▶ **What to produce**
Please indicate the number of lines in the listing below that include the string "main"; add nothing else.

————————

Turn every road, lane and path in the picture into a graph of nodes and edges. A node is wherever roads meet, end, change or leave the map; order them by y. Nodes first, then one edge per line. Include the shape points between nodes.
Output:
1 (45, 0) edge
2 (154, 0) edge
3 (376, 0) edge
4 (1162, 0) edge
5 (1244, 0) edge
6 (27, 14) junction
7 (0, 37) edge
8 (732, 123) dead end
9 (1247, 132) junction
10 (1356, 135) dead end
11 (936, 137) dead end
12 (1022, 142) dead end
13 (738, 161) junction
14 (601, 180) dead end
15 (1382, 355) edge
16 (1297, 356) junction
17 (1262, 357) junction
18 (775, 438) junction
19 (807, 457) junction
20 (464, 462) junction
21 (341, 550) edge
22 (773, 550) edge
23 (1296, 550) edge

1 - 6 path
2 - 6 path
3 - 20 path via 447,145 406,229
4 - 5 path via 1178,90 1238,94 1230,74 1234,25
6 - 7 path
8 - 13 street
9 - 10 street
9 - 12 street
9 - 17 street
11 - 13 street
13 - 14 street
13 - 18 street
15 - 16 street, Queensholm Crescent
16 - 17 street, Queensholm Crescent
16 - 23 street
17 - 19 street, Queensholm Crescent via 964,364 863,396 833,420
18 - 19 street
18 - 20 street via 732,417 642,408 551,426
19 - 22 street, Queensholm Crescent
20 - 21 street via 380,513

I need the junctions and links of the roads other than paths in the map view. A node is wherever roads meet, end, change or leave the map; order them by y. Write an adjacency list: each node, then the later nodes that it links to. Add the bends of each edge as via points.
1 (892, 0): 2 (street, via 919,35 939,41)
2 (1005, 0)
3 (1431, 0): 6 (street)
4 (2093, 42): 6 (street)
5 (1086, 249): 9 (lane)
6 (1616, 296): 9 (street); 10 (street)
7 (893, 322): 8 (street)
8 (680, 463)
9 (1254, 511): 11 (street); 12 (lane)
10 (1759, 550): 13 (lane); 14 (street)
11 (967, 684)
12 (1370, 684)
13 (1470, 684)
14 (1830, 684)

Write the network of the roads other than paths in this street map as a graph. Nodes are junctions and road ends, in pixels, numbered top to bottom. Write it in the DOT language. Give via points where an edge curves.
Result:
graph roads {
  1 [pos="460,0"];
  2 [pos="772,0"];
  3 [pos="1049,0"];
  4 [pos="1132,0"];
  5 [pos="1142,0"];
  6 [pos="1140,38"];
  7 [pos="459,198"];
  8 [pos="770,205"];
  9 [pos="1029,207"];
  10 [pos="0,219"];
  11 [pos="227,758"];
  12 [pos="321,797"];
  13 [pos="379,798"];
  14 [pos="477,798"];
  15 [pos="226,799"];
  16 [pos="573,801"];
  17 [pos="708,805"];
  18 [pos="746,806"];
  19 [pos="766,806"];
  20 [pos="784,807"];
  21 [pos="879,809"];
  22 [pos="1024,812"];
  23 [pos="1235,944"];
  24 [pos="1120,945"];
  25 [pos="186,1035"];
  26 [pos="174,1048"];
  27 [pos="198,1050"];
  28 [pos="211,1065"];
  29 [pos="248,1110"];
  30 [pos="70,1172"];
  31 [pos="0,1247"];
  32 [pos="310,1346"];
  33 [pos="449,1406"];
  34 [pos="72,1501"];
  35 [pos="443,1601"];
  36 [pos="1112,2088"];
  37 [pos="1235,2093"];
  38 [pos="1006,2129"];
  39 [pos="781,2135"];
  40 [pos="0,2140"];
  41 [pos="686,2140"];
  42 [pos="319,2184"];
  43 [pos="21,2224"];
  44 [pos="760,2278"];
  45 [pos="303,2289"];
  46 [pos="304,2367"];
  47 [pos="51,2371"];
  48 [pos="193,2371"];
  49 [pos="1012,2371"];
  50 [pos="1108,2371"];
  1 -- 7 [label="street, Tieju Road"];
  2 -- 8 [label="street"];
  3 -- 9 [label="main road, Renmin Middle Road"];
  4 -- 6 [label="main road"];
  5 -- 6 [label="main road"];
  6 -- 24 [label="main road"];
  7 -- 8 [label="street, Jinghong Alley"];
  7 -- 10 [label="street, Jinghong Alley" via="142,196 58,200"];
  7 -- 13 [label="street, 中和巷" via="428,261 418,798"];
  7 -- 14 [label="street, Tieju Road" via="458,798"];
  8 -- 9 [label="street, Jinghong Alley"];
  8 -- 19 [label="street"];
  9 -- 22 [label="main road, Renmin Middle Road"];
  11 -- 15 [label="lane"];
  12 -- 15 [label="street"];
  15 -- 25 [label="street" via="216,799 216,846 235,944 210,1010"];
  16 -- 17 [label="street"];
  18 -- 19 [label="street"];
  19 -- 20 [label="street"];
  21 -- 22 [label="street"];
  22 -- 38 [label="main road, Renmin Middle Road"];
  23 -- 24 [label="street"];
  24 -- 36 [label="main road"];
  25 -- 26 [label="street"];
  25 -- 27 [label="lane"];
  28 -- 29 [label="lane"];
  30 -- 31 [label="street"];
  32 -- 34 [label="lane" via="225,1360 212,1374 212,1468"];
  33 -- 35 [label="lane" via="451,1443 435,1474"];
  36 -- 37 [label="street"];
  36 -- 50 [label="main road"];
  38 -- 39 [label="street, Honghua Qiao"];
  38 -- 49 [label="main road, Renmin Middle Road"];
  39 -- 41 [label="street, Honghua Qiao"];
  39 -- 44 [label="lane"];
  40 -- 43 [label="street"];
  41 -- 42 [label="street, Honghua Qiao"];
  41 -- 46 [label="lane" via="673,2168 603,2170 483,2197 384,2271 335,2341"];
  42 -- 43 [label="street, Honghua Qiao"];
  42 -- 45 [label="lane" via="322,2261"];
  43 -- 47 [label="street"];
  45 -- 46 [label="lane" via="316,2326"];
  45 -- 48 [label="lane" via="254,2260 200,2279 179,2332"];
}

————————

▶ **Solution**
9